■ AIM OF THE EXERCISE: Your output must hold every entry exactly as written and none of the pictures.

■ PROVIDED RECORDS:
========================================
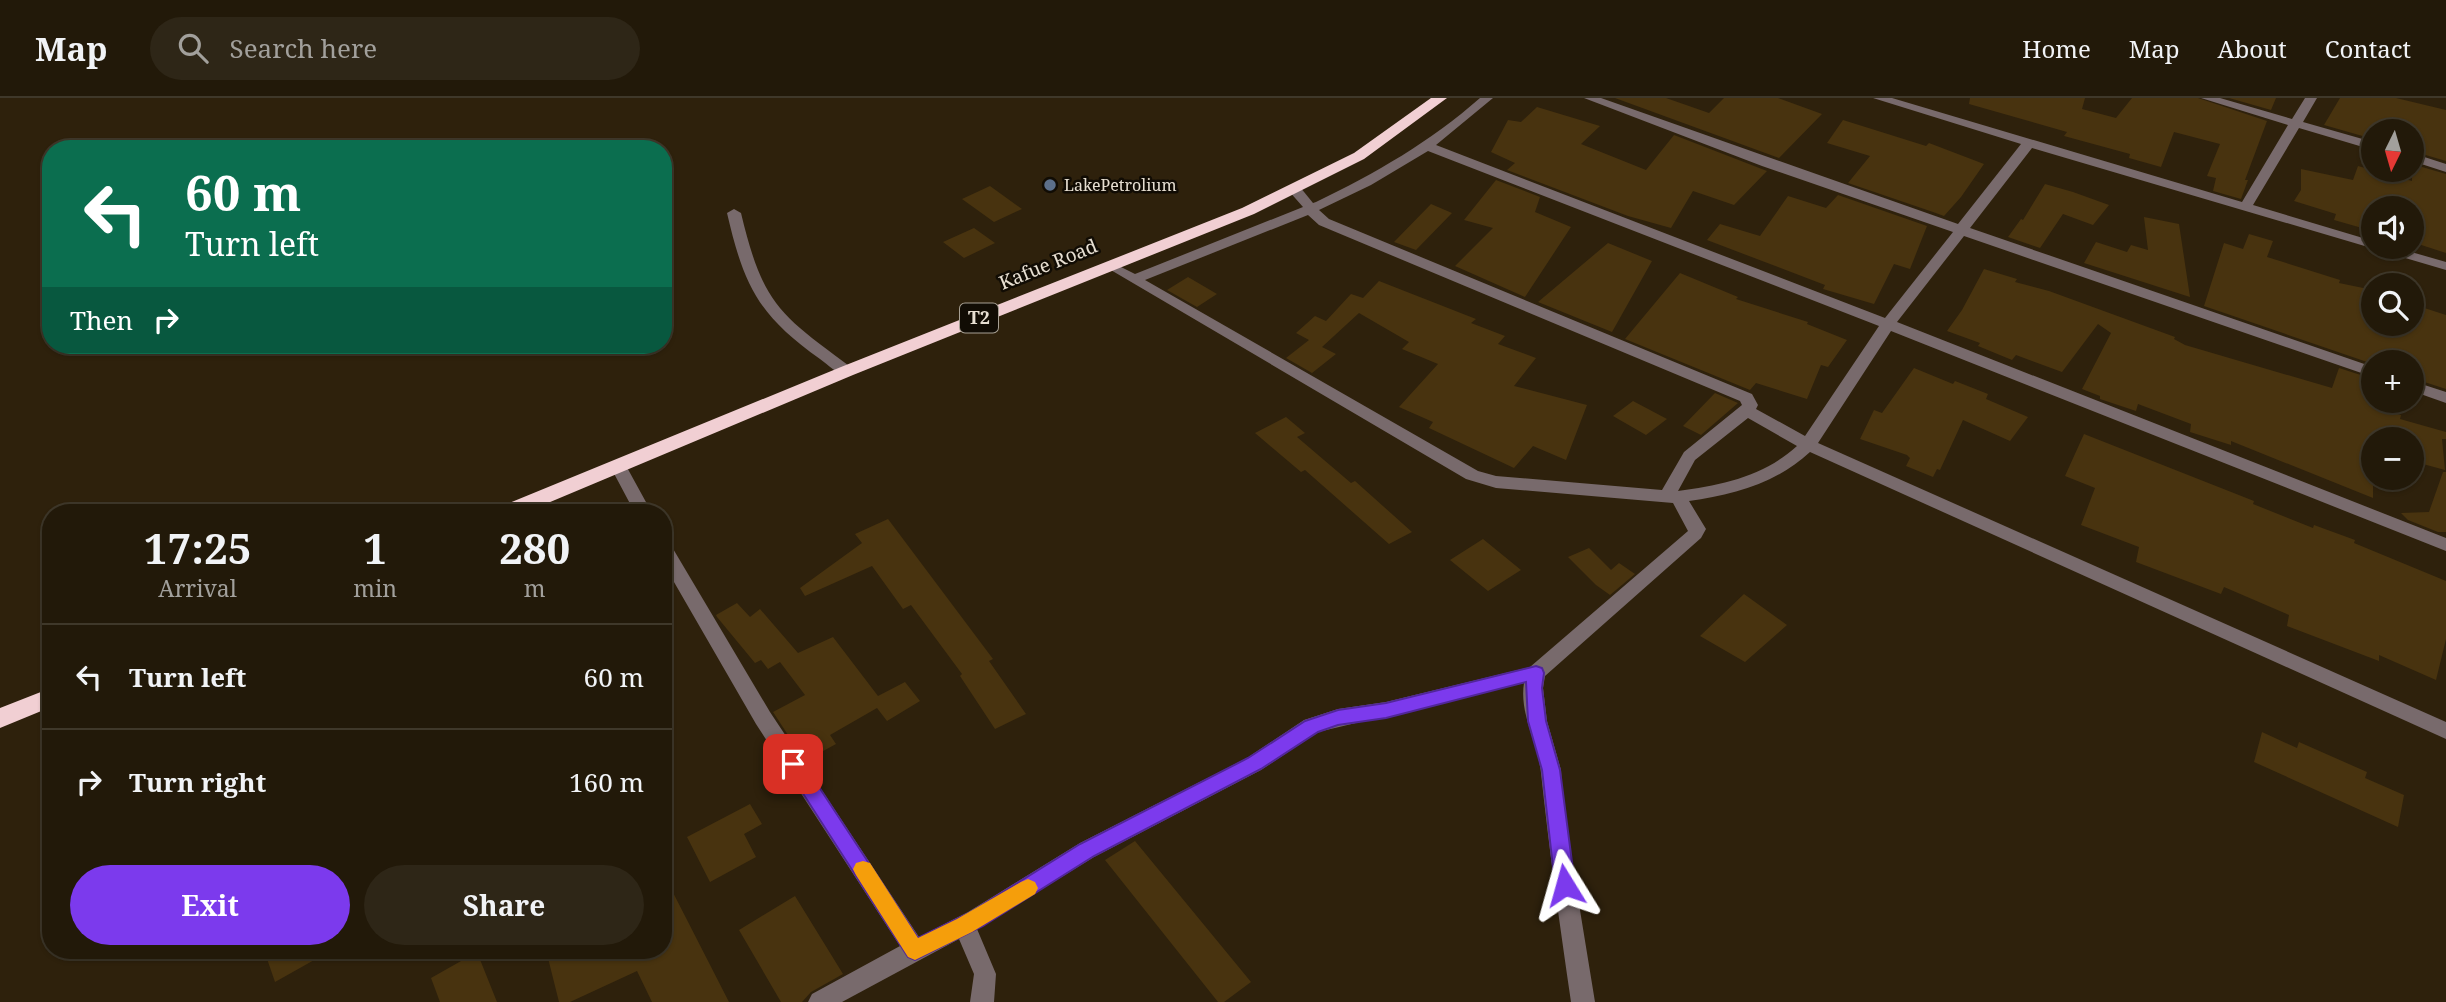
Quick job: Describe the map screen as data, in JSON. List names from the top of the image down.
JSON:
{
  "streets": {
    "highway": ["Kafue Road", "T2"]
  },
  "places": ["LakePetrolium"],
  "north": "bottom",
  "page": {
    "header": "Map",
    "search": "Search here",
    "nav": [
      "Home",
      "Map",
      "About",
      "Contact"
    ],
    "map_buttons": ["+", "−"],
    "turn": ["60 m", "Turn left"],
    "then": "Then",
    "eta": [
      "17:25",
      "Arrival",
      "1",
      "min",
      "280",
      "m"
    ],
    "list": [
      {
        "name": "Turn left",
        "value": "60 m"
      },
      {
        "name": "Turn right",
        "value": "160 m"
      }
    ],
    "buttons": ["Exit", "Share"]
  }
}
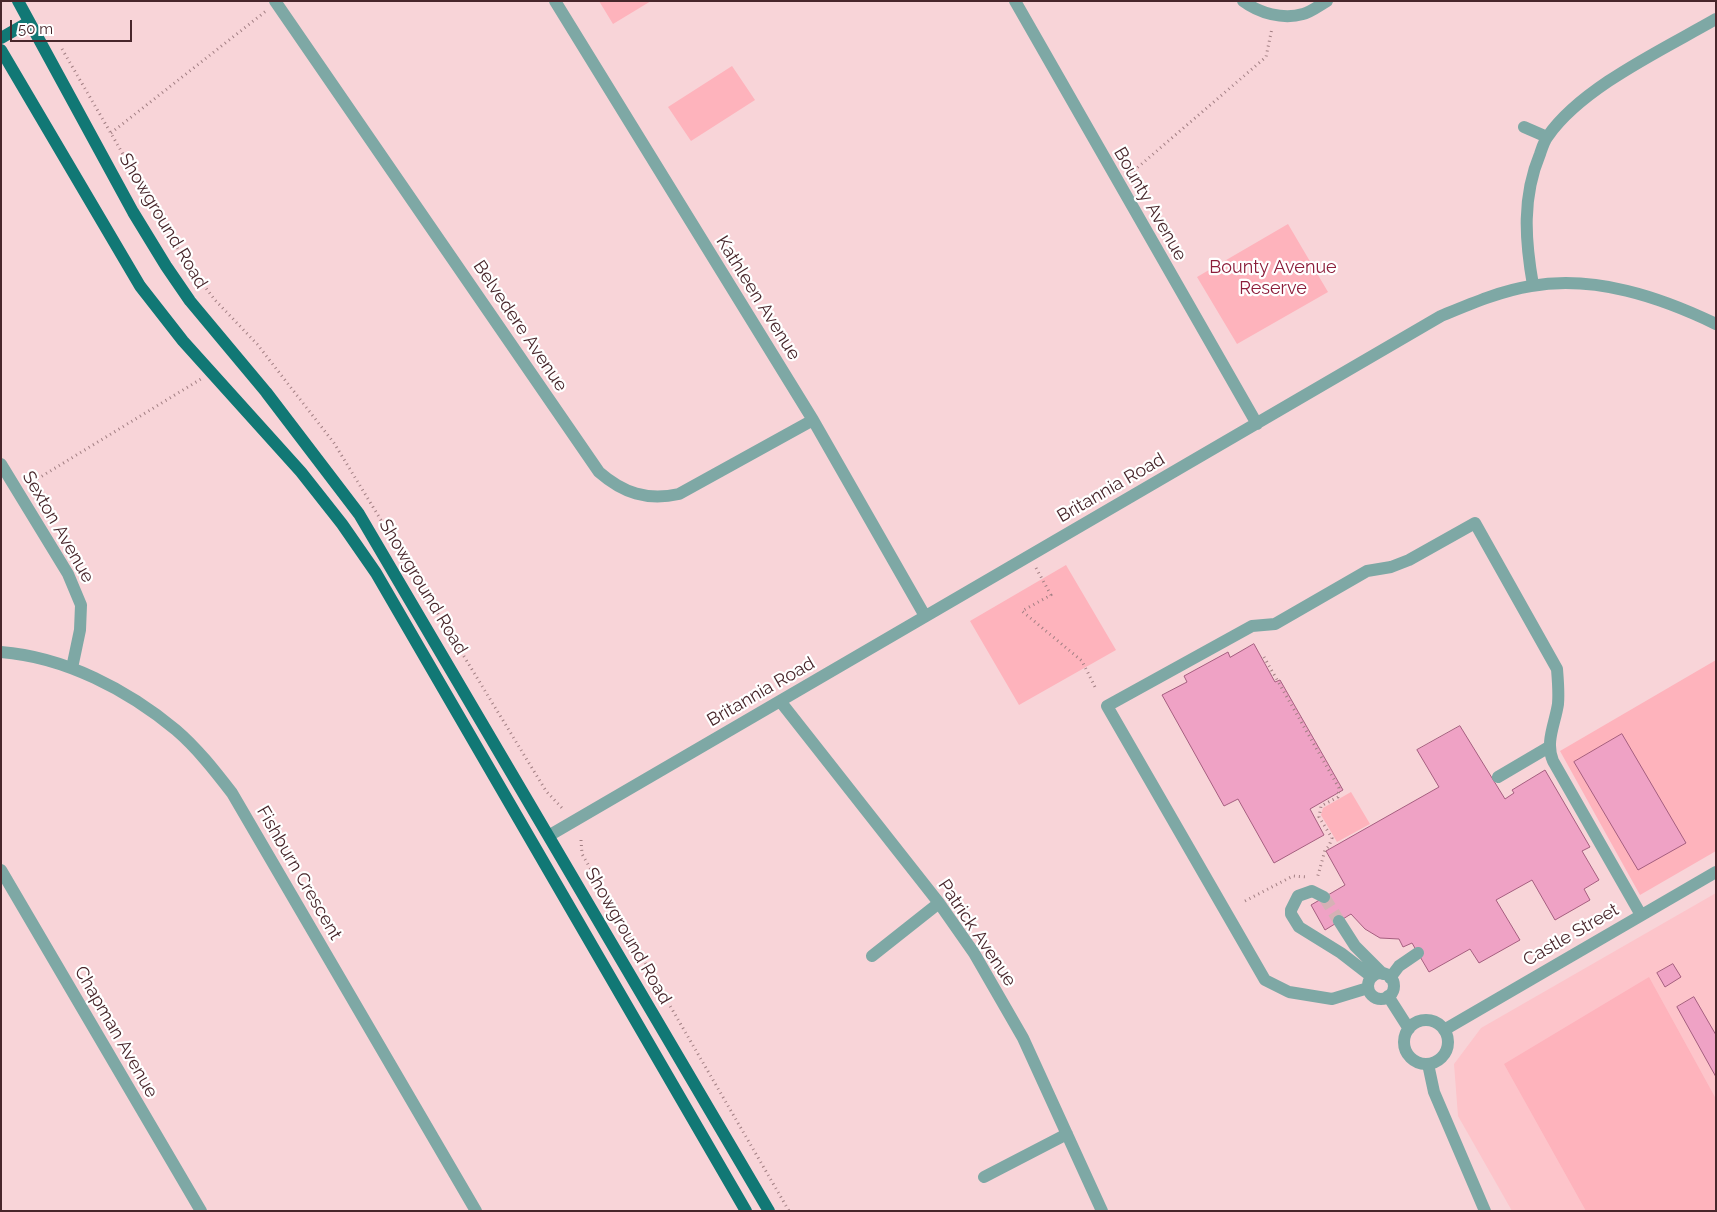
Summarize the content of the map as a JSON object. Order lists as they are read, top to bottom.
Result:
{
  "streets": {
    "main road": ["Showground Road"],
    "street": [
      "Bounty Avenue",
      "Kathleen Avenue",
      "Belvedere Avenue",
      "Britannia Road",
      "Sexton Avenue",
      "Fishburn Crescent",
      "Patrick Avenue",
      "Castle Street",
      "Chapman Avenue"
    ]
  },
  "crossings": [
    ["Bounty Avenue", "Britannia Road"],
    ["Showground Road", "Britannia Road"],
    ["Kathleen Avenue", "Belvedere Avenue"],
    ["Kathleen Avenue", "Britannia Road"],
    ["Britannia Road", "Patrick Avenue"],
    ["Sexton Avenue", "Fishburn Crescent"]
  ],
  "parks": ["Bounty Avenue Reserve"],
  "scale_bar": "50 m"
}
========================================
■ REPLY:
Quick job: Describe the map screen as data, in JSON. List names from the top of the image down.
JSON:
{
  "streets": {
    "highway": ["Kafue Road", "T2"]
  },
  "places": ["LakePetrolium"],
  "north": "bottom",
  "page": {
    "header": "Map",
    "search": "Search here",
    "nav": [
      "Home",
      "Map",
      "About",
      "Contact"
    ],
    "map_buttons": ["+", "−"],
    "turn": ["60 m", "Turn left"],
    "then": "Then",
    "eta": [
      "17:25",
      "Arrival",
      "1",
      "min",
      "280",
      "m"
    ],
    "list": [
      {
        "name": "Turn left",
        "value": "60 m"
      },
      {
        "name": "Turn right",
        "value": "160 m"
      }
    ],
    "buttons": ["Exit", "Share"]
  }
}
Summarize the content of the map as a JSON object. Order lists as they are read, top to bottom.
Result:
{
  "streets": {
    "main road": ["Showground Road"],
    "street": [
      "Bounty Avenue",
      "Kathleen Avenue",
      "Belvedere Avenue",
      "Britannia Road",
      "Sexton Avenue",
      "Fishburn Crescent",
      "Patrick Avenue",
      "Castle Street",
      "Chapman Avenue"
    ]
  },
  "crossings": [
    ["Bounty Avenue", "Britannia Road"],
    ["Showground Road", "Britannia Road"],
    ["Kathleen Avenue", "Belvedere Avenue"],
    ["Kathleen Avenue", "Britannia Road"],
    ["Britannia Road", "Patrick Avenue"],
    ["Sexton Avenue", "Fishburn Crescent"]
  ],
  "parks": ["Bounty Avenue Reserve"],
  "scale_bar": "50 m"
}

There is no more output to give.